* **What to do**: From the data, return each line holding the word "Mörikestraße".

* **Information**:
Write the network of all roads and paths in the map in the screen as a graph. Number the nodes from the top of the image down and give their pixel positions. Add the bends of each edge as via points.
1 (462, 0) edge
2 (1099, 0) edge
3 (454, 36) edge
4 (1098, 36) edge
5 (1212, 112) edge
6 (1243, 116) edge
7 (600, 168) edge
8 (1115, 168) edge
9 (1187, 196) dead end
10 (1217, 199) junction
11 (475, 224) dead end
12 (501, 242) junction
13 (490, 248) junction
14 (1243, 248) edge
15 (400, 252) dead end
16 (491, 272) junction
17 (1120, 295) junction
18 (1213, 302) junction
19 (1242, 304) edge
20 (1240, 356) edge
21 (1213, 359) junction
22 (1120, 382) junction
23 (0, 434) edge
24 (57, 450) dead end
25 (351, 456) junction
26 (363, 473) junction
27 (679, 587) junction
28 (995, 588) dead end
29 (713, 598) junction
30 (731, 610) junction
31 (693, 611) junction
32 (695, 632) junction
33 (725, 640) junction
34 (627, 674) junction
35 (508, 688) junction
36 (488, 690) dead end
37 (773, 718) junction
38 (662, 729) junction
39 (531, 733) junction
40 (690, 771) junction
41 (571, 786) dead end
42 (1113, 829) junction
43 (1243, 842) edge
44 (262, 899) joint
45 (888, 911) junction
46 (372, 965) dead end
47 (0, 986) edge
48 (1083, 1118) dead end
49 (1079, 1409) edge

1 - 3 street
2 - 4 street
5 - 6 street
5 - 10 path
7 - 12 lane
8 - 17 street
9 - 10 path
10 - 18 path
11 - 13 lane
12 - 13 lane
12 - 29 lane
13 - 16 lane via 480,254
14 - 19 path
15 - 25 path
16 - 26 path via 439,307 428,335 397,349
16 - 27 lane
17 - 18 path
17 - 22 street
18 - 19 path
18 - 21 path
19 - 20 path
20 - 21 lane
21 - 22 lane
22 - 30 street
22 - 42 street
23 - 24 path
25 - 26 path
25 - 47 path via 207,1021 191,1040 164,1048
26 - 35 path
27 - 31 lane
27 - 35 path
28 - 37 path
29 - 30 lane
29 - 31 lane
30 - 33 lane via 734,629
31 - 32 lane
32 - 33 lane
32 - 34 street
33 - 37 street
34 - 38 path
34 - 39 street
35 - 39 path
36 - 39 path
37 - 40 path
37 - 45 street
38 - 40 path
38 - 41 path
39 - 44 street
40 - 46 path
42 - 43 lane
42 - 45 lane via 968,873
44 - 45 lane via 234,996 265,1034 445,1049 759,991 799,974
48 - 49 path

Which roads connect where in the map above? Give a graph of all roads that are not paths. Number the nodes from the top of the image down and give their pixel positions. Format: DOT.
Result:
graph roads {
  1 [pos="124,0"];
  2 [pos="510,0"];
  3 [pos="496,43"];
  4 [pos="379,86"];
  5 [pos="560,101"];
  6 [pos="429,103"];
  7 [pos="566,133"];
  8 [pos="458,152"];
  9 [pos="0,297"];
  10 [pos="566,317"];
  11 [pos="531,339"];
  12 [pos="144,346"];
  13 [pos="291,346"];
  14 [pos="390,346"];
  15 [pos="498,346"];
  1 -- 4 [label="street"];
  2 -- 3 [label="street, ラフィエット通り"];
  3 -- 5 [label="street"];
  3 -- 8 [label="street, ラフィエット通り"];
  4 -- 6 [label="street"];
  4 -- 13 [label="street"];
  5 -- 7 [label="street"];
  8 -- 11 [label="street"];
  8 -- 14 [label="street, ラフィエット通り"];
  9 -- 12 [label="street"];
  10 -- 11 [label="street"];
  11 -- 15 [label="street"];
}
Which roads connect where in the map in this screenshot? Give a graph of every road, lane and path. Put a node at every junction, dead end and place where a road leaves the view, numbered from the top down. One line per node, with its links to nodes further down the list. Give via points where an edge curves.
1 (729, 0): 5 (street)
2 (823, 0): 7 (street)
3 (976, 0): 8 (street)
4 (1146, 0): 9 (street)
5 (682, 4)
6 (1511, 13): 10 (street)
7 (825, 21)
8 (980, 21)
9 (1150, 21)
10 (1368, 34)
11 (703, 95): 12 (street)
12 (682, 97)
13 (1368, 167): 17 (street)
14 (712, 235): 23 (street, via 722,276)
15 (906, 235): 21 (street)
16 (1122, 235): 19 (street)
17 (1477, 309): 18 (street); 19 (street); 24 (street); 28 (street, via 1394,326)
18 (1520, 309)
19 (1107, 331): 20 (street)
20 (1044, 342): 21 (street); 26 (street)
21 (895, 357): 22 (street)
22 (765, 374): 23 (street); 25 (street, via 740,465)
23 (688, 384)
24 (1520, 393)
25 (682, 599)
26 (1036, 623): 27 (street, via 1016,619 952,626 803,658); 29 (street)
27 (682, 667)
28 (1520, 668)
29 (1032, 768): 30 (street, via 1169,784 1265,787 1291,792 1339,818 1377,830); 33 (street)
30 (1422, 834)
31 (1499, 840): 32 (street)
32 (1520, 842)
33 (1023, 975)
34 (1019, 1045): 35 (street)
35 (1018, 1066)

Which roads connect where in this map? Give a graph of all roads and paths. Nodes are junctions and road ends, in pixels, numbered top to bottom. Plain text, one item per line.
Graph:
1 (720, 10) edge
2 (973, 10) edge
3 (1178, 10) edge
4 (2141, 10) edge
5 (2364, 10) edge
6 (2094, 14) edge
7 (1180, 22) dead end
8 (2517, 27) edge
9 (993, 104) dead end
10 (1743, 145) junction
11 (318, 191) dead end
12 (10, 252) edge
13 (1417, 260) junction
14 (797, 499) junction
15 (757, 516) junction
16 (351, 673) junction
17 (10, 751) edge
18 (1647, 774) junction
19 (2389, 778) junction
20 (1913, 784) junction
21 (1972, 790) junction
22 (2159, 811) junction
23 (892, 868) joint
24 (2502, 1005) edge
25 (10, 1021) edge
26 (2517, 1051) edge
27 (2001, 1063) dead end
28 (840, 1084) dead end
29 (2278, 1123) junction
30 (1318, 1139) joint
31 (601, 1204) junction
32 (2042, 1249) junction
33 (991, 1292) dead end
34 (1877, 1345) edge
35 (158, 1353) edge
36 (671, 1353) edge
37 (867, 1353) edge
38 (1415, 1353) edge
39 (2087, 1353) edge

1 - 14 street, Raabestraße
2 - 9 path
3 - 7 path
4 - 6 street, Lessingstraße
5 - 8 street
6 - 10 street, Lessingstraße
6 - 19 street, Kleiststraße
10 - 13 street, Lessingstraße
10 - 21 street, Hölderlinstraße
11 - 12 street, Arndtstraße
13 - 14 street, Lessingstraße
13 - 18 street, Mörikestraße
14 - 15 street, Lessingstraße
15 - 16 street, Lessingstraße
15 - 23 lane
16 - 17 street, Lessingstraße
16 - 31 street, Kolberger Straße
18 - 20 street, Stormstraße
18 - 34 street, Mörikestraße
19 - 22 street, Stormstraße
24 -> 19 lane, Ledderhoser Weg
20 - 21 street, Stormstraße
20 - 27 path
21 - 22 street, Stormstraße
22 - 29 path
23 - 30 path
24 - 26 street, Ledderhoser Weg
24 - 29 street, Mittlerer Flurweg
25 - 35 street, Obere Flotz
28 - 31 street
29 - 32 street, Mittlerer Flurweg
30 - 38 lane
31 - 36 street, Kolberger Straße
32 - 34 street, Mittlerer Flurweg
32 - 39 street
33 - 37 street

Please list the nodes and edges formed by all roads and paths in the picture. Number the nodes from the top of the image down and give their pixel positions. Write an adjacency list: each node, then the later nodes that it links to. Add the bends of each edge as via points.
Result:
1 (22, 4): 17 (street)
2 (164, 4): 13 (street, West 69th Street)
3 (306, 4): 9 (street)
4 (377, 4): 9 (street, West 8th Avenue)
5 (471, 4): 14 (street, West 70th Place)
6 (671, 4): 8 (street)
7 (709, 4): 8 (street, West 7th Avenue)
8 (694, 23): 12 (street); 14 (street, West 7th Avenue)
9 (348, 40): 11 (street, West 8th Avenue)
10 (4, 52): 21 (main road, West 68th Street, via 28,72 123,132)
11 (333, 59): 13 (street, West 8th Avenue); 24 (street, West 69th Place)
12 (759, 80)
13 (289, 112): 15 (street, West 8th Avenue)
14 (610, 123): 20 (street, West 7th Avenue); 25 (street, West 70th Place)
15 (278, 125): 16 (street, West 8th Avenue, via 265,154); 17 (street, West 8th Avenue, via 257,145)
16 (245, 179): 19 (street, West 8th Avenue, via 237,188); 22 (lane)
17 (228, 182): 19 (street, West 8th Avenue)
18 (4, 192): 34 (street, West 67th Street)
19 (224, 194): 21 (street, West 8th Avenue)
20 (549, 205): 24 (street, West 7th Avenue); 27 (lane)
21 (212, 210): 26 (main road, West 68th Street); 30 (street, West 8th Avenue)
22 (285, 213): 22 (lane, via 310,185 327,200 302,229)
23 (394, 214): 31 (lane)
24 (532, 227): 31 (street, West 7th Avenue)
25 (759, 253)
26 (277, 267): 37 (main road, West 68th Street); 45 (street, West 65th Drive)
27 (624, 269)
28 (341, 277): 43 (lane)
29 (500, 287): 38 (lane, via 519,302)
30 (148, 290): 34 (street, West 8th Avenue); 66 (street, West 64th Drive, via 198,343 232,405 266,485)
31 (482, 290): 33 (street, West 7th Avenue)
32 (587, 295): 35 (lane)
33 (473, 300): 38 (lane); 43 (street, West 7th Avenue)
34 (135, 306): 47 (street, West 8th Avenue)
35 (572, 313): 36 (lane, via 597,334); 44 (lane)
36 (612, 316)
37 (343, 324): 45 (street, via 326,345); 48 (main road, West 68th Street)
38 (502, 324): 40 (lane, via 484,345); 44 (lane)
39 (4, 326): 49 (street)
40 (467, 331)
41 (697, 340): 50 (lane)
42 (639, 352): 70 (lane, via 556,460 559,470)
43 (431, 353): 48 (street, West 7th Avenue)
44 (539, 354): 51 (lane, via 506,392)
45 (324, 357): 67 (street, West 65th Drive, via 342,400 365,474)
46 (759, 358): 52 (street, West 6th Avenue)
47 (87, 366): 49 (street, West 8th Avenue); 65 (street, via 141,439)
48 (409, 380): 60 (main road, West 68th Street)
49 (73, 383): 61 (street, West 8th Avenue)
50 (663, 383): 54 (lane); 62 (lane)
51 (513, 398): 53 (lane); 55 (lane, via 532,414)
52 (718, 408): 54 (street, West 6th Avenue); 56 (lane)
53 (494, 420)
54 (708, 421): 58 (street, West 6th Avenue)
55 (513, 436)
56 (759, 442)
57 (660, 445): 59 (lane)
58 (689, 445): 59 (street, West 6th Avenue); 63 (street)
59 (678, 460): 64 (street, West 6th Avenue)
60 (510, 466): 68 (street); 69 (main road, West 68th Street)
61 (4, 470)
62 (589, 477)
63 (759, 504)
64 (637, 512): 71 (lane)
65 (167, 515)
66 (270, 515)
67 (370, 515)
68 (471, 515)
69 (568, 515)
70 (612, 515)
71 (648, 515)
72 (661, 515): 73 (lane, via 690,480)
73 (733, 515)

* **Expected answer**:
13 - 18 street, Mörikestraße
18 - 34 street, Mörikestraße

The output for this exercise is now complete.